**What is needed**
Pull each line holding the word "Meza" from the data.

=== Records for processing ===

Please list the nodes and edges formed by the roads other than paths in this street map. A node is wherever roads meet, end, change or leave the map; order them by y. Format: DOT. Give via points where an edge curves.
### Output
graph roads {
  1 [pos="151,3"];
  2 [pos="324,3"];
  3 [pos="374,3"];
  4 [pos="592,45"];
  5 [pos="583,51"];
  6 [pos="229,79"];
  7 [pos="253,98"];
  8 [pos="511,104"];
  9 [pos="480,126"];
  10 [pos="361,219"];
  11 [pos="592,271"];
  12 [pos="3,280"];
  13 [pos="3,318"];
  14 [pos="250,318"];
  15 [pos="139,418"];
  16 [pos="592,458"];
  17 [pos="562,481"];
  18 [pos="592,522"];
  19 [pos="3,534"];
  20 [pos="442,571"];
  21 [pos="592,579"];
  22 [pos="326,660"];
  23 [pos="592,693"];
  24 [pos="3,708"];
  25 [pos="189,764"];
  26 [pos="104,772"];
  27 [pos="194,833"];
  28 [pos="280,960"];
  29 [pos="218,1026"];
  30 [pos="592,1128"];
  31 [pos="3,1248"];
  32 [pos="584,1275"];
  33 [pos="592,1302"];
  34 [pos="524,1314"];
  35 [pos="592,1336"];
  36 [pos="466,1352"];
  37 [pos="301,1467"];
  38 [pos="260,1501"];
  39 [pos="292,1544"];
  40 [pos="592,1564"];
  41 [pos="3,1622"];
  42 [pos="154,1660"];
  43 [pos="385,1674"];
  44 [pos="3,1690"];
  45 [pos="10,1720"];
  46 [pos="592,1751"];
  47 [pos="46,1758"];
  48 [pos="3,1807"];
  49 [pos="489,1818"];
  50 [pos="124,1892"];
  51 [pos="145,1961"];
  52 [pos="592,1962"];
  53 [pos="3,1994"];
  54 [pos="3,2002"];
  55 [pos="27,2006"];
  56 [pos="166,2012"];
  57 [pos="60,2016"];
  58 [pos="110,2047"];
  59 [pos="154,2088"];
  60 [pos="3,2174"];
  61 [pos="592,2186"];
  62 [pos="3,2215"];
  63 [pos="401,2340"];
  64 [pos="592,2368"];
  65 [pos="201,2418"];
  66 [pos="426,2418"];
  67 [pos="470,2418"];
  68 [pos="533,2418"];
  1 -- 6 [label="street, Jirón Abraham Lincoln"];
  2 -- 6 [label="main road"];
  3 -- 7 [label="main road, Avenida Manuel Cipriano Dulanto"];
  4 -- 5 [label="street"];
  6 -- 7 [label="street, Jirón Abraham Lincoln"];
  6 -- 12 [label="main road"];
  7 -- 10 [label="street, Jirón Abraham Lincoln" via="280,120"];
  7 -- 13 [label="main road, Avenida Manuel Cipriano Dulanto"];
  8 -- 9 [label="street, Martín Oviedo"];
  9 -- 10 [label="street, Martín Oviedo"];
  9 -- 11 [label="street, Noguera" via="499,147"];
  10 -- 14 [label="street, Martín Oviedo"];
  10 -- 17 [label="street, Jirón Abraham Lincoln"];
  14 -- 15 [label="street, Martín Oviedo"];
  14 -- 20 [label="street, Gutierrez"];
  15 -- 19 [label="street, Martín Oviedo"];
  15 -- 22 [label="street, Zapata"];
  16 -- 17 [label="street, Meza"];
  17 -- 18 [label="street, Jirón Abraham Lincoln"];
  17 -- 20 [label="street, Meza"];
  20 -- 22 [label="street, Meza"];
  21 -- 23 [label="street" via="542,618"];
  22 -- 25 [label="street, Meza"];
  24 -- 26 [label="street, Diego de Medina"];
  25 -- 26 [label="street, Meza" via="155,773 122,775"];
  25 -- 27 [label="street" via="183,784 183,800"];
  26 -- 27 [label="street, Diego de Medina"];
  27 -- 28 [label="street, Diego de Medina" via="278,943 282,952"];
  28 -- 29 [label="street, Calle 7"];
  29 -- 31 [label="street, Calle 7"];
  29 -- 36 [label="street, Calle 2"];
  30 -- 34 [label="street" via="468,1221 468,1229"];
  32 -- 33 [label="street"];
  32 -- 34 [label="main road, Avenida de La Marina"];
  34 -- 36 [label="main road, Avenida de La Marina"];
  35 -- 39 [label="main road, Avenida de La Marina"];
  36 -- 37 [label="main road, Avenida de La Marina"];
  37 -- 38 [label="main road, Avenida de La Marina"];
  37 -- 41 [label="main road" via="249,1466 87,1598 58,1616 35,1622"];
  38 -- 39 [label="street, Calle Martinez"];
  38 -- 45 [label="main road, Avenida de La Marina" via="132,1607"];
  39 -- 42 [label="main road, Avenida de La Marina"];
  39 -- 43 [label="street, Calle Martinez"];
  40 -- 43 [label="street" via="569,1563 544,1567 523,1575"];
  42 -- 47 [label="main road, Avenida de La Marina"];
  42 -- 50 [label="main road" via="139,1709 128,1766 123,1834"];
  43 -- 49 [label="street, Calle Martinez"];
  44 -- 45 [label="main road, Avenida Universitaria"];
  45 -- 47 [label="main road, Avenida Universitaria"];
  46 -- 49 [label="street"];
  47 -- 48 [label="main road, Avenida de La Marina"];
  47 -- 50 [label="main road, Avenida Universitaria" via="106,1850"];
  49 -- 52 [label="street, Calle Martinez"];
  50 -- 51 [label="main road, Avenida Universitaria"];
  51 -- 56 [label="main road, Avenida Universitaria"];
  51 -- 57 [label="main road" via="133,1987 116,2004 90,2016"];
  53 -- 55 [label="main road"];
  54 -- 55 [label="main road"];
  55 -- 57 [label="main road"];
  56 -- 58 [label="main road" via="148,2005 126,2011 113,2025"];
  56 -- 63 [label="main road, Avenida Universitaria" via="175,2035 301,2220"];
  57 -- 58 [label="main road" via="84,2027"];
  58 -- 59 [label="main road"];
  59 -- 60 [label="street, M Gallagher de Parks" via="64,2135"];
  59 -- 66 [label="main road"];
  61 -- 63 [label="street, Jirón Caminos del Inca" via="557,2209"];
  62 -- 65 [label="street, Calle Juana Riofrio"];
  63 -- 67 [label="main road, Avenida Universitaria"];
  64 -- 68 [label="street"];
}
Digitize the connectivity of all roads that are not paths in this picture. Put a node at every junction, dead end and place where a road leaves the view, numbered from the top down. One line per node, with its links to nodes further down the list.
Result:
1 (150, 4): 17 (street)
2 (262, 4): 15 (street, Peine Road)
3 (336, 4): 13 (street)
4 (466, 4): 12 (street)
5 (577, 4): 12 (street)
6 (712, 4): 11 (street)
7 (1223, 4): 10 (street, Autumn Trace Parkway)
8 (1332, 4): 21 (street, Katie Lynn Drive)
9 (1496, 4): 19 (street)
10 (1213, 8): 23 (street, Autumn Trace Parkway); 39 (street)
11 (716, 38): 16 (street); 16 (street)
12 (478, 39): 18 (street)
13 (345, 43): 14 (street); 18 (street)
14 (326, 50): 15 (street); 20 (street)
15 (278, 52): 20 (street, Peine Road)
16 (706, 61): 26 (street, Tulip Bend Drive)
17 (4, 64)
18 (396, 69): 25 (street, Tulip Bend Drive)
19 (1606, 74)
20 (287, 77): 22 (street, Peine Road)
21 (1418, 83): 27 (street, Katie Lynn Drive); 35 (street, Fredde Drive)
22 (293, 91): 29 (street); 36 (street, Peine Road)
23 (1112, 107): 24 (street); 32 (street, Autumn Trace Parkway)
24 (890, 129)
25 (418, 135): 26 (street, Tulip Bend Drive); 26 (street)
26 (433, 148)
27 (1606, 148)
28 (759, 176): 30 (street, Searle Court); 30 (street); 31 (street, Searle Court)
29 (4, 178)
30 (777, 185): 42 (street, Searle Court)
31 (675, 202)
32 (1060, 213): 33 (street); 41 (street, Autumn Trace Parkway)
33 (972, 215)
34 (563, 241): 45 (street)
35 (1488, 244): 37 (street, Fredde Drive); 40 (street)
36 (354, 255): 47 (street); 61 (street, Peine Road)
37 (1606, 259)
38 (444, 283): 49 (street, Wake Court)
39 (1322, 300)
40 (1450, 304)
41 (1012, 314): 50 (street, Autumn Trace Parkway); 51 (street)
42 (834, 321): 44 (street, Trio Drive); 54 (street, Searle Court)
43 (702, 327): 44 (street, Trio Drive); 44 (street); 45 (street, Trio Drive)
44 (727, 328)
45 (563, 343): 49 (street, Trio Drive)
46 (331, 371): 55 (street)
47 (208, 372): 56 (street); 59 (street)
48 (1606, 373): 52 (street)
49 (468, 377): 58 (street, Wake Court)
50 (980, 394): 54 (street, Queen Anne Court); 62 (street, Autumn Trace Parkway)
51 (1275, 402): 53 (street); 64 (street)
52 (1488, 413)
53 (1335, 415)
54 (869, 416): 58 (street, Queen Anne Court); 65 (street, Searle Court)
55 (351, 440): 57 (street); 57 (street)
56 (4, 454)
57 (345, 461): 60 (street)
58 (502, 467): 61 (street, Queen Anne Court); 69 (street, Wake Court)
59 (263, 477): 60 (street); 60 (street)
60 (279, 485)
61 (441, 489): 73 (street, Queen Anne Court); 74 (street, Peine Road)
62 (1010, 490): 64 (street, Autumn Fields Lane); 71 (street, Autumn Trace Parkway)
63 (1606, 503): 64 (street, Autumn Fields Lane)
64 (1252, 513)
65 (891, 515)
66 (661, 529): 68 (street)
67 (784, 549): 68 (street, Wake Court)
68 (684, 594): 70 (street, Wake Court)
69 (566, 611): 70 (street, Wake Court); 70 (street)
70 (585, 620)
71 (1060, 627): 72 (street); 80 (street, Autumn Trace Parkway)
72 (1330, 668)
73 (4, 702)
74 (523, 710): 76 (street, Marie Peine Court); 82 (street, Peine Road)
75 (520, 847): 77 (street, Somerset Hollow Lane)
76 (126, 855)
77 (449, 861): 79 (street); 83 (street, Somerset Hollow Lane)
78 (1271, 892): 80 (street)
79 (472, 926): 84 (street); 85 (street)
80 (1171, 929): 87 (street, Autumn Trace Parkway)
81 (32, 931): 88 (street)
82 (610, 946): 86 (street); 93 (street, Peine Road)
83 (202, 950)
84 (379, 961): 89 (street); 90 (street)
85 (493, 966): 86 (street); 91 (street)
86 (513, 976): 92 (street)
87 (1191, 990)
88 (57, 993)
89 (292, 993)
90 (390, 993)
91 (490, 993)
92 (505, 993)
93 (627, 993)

===

**Exercise response**
  16 -- 17 [label="street, Meza"];
  17 -- 20 [label="street, Meza"];
  20 -- 22 [label="street, Meza"];
  22 -- 25 [label="street, Meza"];
  25 -- 26 [label="street, Meza" via="155,773 122,775"];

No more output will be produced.